(DATA EXTRACTS)

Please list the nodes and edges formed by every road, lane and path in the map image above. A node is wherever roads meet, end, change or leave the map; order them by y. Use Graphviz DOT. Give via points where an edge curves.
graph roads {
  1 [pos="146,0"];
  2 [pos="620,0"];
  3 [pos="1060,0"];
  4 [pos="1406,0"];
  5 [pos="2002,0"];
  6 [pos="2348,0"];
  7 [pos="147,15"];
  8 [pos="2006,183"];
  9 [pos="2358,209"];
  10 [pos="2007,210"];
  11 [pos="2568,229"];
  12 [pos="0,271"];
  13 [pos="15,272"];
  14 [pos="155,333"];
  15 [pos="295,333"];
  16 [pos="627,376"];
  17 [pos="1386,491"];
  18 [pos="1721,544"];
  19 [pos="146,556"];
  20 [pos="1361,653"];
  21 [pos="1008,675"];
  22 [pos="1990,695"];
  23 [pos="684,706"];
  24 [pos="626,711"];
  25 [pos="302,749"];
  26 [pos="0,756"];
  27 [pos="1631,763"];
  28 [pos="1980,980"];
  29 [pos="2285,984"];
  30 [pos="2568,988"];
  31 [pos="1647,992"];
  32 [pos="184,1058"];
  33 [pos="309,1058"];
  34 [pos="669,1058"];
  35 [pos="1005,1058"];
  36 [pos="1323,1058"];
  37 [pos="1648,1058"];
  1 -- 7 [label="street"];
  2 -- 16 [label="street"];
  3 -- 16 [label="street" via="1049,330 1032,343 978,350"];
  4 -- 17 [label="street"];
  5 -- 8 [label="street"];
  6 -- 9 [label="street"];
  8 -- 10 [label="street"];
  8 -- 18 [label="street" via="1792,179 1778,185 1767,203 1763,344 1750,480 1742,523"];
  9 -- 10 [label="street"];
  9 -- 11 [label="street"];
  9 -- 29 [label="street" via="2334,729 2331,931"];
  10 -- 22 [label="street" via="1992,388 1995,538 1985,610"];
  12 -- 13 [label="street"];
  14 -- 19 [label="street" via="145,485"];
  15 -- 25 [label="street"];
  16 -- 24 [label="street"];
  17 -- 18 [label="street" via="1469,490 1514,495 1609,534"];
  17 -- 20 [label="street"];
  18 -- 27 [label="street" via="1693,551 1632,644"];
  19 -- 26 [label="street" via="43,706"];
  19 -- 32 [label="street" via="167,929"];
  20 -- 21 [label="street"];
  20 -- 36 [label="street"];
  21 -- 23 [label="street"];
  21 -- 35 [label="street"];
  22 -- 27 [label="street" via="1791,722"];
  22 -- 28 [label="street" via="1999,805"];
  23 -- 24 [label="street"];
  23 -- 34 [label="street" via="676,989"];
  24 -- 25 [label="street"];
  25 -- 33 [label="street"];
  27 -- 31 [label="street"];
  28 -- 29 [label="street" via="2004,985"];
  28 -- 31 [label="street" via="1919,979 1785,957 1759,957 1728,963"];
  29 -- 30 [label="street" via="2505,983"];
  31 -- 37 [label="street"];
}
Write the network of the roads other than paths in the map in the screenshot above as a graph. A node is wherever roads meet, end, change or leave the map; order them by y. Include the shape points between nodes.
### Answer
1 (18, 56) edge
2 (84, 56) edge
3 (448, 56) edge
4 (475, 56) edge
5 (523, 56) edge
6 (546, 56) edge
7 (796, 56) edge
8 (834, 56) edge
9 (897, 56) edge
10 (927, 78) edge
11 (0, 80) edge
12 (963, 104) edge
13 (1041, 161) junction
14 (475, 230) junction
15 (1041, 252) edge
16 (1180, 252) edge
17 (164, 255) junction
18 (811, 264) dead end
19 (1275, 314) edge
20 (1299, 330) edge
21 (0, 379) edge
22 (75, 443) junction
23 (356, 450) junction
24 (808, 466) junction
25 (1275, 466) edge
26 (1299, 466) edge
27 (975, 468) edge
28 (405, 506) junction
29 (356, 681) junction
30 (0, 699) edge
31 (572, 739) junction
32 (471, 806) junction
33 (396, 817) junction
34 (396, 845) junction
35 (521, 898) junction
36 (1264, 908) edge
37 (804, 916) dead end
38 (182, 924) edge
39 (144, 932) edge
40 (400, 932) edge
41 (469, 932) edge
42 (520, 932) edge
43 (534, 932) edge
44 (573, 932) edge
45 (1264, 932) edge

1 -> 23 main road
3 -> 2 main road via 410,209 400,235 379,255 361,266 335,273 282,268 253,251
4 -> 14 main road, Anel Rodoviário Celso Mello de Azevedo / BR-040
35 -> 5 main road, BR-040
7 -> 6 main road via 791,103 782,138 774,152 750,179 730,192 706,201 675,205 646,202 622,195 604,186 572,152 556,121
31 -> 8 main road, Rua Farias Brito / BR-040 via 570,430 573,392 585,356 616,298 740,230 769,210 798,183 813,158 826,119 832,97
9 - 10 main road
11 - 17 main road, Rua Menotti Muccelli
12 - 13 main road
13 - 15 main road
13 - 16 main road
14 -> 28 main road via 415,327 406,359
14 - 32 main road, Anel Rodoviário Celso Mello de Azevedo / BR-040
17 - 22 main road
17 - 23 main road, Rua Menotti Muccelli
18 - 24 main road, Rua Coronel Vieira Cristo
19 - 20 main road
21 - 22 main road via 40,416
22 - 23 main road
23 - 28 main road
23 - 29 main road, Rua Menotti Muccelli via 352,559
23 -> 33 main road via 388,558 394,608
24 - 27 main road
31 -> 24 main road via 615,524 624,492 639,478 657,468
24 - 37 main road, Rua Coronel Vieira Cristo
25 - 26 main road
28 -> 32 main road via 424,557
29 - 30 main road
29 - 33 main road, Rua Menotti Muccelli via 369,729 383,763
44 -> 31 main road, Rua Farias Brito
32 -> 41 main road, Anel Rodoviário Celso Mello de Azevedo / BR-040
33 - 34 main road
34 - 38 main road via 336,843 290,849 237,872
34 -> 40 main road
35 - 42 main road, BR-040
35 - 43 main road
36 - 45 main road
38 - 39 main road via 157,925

(End DATA EXTRACTS)

[WORK INSTRUCTIONS]: Which lines of the records above contain the word "dead"? Show each of them.

[WRITTEN SOLUTION]:
18 (811, 264) dead end
37 (804, 916) dead end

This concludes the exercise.